De re-integratieactiviteiten in spoor 1: item 1.9.5 ‘aangewezen op voorspelbare werksituatie’
16. In het ten tijde van het bestreden besluit geldende Claimbeoordelings- en borgingssysteem (CBBS) is item 1.9.5 omschreven als een werksituatie waarin de functionaris niet flexibel hoeft in te spelen op sterk wisselende uitvoeringsomstandigheden en/of taakinhoud. De rechtbank is van oordeel dat verweerder toereikend gemotiveerd heeft dat werknemer beperkt geacht moet worden op dit item. Weliswaar kent de functie een duidelijke taakinhoud, zoals die is opgesomd door eiseres, maar dat betekent niet dat de werkomstandigheden om die reden ook voorspelbaar zijn. Onder wisselende uitvoeringsomstandigheden kan volgens de toelichting in het CBBS immers (ook) worden verstaan dat de functionaris met steeds andere personen te maken krijgt. In het geval van werknemer gaat het dan om steeds wisselende groepen adolescente leerlingen. De rechtbank volgt verweerder in diens standpunt dat het feit dat werknemer een zeer ervaren docent is, niet maakt dat hij niet zal worden blootgesteld aan onvoorspelbaar gedrag van zijn leerlingen.

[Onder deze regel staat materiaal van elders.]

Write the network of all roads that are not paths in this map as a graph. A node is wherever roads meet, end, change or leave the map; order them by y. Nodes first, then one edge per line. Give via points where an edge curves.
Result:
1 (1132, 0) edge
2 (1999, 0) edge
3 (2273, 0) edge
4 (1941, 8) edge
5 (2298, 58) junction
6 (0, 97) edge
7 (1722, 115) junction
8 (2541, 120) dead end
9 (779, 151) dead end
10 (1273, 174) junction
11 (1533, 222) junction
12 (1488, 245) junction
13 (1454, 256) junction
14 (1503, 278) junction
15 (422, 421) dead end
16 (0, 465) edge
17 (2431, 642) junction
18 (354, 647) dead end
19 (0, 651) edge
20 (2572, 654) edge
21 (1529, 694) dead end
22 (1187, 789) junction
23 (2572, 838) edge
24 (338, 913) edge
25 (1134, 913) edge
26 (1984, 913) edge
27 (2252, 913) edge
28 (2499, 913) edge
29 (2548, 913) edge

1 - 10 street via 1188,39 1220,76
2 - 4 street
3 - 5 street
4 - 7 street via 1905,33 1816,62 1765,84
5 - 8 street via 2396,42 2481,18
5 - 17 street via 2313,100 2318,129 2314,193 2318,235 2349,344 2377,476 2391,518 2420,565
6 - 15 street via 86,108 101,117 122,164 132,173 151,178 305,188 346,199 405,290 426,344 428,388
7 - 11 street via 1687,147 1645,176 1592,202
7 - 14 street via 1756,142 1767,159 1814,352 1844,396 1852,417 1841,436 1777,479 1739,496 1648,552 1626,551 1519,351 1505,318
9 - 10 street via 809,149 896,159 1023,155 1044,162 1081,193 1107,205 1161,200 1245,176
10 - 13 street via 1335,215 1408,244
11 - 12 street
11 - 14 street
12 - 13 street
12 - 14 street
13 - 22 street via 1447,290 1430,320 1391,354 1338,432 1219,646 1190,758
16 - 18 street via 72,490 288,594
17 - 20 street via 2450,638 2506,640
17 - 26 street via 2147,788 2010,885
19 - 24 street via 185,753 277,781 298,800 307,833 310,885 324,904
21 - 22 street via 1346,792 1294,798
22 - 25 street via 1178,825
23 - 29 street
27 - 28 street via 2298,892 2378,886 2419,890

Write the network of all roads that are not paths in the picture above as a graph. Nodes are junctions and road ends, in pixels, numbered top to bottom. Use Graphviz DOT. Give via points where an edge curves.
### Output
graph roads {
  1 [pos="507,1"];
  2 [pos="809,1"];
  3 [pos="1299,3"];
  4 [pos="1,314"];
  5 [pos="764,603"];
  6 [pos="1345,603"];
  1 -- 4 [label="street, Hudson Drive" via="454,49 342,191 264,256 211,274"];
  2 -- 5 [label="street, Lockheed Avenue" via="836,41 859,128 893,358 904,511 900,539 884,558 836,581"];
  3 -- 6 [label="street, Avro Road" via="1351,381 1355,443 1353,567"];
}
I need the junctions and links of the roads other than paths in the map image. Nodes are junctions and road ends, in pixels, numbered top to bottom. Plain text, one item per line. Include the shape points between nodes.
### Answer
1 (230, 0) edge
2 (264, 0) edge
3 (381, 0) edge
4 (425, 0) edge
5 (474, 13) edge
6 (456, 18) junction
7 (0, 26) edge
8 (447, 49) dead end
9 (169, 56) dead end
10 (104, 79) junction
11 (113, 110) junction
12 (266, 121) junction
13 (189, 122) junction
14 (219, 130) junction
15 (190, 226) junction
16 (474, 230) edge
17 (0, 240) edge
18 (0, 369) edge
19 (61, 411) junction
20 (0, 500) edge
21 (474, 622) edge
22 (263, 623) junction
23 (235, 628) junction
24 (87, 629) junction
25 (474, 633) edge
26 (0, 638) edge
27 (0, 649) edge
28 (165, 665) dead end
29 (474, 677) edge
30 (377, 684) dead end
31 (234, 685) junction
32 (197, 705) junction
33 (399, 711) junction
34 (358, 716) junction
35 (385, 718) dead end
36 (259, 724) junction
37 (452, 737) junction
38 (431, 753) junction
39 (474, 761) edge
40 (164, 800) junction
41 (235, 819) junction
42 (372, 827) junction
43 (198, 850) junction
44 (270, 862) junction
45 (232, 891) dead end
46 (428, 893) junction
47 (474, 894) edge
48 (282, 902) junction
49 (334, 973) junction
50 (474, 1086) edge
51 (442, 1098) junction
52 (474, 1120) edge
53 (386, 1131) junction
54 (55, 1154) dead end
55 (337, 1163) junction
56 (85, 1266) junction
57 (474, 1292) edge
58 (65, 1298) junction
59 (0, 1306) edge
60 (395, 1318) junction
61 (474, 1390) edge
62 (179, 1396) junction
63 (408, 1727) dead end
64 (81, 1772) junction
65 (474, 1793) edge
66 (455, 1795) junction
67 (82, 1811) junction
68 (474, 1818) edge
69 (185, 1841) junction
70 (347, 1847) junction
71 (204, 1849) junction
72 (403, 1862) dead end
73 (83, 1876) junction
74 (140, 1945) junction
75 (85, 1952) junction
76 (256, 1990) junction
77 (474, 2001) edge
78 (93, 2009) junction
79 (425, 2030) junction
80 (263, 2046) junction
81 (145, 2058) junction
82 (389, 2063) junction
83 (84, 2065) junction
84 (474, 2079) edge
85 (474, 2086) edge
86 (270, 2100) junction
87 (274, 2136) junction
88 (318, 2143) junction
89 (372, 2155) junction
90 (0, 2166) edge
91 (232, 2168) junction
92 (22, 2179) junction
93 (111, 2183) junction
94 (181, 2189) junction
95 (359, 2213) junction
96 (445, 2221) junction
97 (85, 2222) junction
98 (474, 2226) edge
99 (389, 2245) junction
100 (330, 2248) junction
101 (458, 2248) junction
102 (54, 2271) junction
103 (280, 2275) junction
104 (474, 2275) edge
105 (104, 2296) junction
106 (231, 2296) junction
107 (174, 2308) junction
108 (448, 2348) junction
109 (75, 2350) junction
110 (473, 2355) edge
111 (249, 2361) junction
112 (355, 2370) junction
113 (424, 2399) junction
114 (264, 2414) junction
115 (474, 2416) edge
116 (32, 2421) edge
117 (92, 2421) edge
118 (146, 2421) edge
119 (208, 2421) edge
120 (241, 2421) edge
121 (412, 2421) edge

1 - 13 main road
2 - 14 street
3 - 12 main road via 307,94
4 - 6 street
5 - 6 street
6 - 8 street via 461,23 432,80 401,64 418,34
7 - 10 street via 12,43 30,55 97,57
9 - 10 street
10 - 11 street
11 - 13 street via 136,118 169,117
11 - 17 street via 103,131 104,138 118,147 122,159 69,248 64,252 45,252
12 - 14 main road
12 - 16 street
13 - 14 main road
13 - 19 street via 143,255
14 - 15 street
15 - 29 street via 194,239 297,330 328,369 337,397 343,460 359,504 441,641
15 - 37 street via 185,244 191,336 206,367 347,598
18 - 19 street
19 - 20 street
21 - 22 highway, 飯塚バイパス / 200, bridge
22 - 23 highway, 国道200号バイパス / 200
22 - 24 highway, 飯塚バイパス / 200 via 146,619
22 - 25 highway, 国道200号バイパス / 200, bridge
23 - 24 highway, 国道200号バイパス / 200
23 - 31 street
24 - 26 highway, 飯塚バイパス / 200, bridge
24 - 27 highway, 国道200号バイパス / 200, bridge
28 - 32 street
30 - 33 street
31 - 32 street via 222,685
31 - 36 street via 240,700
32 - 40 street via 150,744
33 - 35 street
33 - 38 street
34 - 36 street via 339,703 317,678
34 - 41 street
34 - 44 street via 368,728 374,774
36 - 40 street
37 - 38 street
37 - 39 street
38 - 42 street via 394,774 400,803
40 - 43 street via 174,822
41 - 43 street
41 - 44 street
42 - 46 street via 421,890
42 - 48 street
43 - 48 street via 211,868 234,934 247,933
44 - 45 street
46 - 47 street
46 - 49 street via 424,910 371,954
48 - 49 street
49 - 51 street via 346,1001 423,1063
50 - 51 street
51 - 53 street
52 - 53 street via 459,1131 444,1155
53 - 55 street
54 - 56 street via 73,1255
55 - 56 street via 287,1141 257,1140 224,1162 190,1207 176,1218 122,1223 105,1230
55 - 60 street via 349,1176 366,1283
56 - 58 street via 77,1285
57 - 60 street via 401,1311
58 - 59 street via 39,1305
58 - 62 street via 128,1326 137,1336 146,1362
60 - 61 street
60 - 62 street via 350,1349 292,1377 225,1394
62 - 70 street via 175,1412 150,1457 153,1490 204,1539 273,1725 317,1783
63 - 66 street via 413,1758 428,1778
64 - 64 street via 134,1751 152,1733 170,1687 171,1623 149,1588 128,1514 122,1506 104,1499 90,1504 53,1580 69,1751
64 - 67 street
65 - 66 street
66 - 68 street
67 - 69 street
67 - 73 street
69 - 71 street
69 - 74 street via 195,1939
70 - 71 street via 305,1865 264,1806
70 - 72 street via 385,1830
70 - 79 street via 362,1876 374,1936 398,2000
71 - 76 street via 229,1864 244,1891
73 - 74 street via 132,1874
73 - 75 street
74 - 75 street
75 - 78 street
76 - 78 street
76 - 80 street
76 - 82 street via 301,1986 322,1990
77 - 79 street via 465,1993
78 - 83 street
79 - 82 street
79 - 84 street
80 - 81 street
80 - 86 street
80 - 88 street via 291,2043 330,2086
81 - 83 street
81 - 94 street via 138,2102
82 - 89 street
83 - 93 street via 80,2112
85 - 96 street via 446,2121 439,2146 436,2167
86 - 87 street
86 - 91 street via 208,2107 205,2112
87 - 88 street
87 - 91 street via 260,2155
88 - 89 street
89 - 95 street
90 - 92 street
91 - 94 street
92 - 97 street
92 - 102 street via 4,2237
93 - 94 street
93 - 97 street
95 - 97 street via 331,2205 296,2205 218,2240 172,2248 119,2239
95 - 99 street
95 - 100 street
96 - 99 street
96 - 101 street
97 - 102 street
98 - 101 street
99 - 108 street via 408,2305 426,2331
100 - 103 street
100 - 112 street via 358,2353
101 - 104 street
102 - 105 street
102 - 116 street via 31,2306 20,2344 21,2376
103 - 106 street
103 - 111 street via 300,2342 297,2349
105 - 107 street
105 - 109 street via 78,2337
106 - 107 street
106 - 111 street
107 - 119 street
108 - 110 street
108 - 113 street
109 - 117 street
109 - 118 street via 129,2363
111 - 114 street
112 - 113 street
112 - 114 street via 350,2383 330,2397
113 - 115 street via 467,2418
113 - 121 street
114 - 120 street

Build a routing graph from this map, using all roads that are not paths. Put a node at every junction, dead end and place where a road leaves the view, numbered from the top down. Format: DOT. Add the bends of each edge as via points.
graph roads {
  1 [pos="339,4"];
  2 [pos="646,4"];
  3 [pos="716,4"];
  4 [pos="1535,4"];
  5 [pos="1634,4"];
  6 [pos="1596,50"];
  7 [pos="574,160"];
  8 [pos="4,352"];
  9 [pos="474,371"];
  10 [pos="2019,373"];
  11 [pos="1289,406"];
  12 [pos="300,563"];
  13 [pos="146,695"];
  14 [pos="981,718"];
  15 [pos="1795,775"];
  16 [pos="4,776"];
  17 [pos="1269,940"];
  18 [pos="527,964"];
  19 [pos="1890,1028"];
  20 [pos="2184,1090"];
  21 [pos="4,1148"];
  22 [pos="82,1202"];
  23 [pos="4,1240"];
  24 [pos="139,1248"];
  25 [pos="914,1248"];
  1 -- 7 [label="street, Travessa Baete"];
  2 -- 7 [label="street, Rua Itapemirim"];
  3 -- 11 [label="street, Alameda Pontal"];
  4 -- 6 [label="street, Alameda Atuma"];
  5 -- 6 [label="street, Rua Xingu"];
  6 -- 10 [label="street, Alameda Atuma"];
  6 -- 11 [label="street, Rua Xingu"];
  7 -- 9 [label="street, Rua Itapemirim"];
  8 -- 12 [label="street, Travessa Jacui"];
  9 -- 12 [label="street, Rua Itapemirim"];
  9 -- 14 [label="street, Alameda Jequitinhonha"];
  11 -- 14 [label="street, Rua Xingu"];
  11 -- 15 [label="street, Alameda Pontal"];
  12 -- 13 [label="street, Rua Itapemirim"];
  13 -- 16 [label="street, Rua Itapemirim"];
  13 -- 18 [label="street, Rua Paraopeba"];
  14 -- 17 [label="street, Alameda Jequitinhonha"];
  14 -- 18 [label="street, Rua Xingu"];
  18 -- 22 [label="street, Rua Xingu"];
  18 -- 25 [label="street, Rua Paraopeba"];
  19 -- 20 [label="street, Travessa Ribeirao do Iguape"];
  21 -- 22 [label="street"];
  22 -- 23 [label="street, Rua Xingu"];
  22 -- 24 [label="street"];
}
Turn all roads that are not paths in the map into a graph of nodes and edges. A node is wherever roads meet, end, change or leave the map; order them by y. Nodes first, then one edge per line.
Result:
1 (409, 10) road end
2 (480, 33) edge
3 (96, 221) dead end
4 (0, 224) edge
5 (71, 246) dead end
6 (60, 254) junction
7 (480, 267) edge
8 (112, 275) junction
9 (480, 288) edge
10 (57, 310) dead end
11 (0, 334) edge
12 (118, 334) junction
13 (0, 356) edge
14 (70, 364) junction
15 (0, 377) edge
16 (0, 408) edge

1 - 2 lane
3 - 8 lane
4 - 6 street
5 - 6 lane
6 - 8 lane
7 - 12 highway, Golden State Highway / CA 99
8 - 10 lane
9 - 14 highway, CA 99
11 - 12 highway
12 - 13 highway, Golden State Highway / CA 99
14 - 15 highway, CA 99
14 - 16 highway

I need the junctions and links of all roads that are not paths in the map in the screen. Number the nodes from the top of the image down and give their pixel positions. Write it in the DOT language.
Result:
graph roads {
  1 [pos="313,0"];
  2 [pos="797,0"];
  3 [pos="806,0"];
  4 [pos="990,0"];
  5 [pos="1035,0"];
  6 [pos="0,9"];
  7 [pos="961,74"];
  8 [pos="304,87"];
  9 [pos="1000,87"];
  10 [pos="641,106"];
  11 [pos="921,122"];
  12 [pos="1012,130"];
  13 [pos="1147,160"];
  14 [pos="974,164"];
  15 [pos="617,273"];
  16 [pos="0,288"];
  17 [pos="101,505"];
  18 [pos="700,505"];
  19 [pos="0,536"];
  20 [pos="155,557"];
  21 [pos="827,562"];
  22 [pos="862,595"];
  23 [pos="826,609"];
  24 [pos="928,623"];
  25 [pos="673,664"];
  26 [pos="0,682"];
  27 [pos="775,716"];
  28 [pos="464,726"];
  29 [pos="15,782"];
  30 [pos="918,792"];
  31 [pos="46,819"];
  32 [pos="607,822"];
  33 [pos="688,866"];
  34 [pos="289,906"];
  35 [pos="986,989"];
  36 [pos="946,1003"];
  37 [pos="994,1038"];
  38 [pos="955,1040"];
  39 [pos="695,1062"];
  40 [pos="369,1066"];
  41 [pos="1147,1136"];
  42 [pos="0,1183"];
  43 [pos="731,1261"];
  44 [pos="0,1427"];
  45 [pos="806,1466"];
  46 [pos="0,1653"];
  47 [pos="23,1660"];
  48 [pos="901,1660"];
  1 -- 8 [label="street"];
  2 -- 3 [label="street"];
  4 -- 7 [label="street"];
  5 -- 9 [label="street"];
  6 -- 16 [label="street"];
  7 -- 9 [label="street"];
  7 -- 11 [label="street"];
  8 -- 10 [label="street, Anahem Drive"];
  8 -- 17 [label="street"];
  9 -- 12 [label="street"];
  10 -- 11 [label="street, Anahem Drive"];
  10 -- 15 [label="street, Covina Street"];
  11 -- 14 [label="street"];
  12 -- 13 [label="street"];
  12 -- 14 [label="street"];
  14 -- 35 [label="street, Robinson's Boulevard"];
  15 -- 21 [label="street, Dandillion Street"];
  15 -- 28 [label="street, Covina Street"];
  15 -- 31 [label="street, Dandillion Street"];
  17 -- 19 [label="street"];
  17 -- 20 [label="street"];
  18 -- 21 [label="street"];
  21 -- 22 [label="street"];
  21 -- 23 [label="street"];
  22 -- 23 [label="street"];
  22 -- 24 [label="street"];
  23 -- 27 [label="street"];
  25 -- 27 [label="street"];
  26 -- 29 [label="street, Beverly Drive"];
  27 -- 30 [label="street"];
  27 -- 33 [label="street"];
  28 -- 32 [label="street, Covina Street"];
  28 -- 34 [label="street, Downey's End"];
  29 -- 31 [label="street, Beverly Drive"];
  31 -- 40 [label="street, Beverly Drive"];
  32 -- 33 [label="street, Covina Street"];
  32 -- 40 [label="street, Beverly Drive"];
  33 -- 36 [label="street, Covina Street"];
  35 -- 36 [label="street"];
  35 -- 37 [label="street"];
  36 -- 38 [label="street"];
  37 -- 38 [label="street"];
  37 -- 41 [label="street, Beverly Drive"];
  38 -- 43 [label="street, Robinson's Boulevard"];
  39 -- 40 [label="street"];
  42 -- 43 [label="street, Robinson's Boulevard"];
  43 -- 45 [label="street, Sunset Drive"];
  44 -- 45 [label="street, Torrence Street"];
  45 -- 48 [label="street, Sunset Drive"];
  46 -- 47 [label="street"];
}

De re-integratieactiviteiten in spoor 1: item 2.12.5 ‘aangewezen op werk dat geen leidinggevende aspecten bevat’
17. In het CBBS is item 2.12.5 omschreven als het aansturen van één of meer personen als kenmerkende taak in een functie. Het gaat daarbij om leidinggevende aspecten die duidelijk verbonden zijn aan die functie. Hoewel bij de verhouding tussen een docent ten opzichte van zijn leerlingen geen sprake is van functionele bovengeschiktheid - de leerlingen zijn immers niet in dienst van de school - is de rechtbank van oordeel dat dit niet betekent dat het item 2.12.5 niet van toepassing kan zijn bij een docentenfunctie zoals die van werknemer. In de omschrijving in het CBBS is niet uitgesloten dat de ondergeschikten andere personen dan collega’s kunnen zijn. Als kenmerkende belasting bij het leidinggeven wordt genoemd het geven van opdrachten aan personen en het bevorderen van de uitvoering daarvan. Daarvan is bij uitstek sprake in de functie van docent. Dat, zoals ter zitting naar voren is gebracht, leerlingen onderworpen zijn aan het gezag van een docent en ‘weten wat er gebeurt’ als zij zich niet aan de regels van een docent houden, doet aan die belasting in de docentenfunctie niet af. Dat het doel van de docent uiteindelijk is om kennis over te brengen aan zijn leerlingen, doet ook niet af aan de conclusie dat sprake is van leidinggevende aspecten in zijn functie.
18. Uit het voorgaande volgt dat verweerder terecht aan eiseres heeft tegengeworpen dat te lang is ingezet op re-integratie in het eigen werk van werknemer en de re-integratieinspanningen in spoor 1 daarom onvoldoende zijn geweest. Duidelijk had moeten zijn dat de beperkingen die door Ergatis zijn vastgesteld maken dat het werk als docent voor werknemer niet langer passend was.
19. Het beroep is ongegrond. Voor een proceskostenveroordeling bestaat geen aanleiding.